I'm making a code that checks wether its Geometric Sequence or not and output its common ratio. This is where the problem is, the length of nums_n after this should be 4 since I'm appending to it. But the list nums also becomes the same as nums_n, this shouldn't happen, should it? nums_n = nums nums_n.append(nums[-1]*supposed_r) print(nums) https://code.sololearn.com/cf1gvR7fHfoe/?ref=app

26th Oct 2020, 8:57 AM
かんでん
かんでん - avatar
5 ответов
+ 2
nums_n = nums This line makes two list object point to same location ,and any change to elements in either list changes both if you don't want that behaviour create a new list object and then assign it to nums_n, nums_n=list(nums)
26th Oct 2020, 9:03 AM
Abhay
Abhay - avatar
+ 2
Abhay Thank you very much, I'm not aware of that.

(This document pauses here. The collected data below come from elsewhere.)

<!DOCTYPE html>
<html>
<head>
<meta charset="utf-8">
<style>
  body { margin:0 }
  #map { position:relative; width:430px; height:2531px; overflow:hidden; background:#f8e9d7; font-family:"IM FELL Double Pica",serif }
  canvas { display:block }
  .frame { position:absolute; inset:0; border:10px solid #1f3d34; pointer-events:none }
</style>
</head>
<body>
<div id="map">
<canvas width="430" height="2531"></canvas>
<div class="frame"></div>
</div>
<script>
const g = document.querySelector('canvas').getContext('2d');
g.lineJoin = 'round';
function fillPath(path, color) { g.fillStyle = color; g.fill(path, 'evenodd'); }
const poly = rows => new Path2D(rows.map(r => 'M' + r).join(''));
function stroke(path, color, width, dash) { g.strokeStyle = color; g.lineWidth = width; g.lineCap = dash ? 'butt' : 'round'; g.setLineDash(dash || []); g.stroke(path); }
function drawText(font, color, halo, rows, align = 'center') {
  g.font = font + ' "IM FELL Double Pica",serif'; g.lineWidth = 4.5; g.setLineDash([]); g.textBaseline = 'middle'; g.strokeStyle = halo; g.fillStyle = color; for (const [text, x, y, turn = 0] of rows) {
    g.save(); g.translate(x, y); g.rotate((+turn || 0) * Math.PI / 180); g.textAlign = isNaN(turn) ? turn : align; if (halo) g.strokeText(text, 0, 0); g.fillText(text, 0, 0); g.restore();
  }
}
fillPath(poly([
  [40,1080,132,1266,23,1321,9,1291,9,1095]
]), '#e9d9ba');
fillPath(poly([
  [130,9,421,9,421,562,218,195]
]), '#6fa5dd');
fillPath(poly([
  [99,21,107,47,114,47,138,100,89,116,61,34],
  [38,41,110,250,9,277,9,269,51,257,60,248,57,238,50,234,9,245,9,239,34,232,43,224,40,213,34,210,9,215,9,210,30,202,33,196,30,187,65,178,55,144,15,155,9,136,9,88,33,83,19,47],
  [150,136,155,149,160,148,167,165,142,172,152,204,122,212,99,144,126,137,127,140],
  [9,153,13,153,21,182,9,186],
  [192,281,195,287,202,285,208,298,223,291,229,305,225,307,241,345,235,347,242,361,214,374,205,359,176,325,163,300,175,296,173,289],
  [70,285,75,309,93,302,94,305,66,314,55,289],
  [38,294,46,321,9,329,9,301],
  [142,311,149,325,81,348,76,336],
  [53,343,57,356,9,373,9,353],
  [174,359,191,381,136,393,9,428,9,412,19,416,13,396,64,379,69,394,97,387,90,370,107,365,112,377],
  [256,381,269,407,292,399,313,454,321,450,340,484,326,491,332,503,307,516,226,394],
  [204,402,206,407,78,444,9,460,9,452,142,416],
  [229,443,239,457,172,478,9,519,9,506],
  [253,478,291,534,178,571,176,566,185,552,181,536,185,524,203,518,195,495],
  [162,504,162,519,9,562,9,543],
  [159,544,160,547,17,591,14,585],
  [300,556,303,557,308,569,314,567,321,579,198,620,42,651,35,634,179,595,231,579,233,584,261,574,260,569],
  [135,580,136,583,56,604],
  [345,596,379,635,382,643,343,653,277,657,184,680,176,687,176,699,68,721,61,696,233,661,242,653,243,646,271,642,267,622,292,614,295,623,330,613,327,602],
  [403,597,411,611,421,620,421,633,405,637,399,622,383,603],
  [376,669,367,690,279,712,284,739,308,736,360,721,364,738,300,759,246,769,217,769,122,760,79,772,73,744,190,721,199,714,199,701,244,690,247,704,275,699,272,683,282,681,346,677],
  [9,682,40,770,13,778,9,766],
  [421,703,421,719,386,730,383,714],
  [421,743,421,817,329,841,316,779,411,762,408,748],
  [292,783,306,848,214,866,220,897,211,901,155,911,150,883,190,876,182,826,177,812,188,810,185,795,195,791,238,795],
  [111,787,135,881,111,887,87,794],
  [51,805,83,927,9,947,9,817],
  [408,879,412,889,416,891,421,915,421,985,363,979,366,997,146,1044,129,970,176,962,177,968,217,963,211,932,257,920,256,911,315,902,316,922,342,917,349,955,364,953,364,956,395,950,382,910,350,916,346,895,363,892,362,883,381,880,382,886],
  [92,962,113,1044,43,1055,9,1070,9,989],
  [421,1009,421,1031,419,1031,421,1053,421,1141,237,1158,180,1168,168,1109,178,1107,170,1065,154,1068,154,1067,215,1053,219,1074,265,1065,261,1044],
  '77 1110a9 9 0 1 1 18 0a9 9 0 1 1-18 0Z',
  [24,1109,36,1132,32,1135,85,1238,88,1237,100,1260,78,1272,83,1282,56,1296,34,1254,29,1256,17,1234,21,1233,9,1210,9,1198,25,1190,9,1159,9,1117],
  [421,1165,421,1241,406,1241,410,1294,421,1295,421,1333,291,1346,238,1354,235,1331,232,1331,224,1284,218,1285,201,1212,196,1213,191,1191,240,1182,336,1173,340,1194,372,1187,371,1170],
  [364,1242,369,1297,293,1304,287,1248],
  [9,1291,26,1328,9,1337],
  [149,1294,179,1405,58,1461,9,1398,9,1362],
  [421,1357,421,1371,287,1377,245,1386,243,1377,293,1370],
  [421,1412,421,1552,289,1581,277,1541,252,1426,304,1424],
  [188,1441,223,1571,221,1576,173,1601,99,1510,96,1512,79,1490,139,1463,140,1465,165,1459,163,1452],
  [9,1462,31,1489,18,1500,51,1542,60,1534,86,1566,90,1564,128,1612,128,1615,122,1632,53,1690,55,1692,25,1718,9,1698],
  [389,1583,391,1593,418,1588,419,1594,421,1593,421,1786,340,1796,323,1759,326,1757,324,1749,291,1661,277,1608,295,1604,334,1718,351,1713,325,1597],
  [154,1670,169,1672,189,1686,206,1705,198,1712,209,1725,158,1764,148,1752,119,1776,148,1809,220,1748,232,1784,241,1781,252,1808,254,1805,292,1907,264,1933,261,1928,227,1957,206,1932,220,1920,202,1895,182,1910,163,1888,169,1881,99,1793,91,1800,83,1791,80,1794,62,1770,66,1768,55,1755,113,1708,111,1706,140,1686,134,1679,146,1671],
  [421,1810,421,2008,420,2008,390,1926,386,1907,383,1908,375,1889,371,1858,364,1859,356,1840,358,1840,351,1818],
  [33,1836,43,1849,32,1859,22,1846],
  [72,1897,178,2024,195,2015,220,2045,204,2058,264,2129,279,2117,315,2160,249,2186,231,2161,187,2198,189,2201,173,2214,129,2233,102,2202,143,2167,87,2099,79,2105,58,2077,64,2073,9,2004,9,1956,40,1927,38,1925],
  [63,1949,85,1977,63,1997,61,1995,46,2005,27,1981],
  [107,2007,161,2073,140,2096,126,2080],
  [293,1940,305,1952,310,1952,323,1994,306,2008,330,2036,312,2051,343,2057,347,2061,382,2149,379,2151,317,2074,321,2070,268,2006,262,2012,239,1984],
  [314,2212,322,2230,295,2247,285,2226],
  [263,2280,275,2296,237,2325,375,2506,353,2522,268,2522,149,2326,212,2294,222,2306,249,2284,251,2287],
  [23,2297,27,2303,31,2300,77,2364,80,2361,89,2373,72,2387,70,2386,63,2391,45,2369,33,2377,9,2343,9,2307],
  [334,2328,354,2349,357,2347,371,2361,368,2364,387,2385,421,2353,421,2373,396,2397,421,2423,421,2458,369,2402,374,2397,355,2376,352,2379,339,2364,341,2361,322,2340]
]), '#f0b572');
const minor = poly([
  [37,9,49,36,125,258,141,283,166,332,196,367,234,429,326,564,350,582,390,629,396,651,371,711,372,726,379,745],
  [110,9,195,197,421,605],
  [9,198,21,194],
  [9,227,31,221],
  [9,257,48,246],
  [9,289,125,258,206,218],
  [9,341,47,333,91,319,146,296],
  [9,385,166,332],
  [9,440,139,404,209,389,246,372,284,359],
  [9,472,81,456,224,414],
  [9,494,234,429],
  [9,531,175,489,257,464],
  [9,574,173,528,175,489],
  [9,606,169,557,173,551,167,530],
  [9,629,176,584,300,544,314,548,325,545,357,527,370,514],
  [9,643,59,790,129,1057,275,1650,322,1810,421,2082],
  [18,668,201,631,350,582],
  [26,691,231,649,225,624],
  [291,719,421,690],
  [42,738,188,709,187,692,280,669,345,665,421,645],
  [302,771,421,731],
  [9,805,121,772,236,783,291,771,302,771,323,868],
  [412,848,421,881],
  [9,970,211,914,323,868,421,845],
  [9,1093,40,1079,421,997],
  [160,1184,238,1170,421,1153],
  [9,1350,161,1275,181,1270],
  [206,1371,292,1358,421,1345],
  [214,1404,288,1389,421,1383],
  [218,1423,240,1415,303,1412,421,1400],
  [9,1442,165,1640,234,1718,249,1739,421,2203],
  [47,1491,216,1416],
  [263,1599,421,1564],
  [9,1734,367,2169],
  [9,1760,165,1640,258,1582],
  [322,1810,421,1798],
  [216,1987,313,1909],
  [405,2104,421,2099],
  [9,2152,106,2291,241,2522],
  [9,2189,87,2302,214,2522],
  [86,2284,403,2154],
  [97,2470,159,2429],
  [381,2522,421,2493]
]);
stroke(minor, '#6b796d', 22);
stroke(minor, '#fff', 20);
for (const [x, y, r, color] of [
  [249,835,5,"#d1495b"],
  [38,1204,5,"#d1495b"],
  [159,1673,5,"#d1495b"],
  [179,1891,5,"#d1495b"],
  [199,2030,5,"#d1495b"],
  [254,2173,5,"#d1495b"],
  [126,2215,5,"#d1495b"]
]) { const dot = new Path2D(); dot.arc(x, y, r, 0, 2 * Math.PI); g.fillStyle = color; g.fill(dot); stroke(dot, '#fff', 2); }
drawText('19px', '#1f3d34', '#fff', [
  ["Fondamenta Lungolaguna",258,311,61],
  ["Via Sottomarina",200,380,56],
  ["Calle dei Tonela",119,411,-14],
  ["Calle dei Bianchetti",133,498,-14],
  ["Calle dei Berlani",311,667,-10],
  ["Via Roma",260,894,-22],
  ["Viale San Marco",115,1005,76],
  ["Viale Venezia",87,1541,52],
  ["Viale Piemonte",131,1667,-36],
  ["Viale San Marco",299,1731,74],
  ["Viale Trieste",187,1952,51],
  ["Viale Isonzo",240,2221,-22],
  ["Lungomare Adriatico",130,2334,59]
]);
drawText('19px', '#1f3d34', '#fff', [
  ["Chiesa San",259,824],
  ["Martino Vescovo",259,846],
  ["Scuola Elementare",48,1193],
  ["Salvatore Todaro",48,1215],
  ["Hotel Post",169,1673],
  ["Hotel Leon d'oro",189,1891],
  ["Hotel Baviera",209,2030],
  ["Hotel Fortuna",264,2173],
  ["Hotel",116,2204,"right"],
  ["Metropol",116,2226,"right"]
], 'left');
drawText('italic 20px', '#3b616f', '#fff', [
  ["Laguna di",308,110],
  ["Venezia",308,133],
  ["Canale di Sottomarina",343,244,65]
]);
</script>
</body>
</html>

I thought Python would automatically do that for me
26th Oct 2020, 9:08 AM
かんでん
かんでん - avatar
+ 2
Abhay Thank you very much this will be useful
26th Oct 2020, 11:45 AM
かんでん
かんでん - avatar
+ 1
Abhay Just a quick question regarding this Does it only apply to list? I tried to recreate it on integers a = 1 b = a b += 1 But a still remains 1 Thank you very much
26th Oct 2020, 11:19 AM
かんでん
かんでん - avatar
+ 1
かんでん anything that is assigned is pointing to same location but the changes to both when changing one only applies for mutable objects unlike strings and int which are not mutable and any operation you do like b+=1 results in creation of new int object (b) with different location than the previous one(b), You can confirm what I said and get a better understanding by using a function called id which returns a integer number indicating where that value is stored in memory Use it like this :- print(id(variable-name))
26th Oct 2020, 11:38 AM
Abhay
Abhay - avatar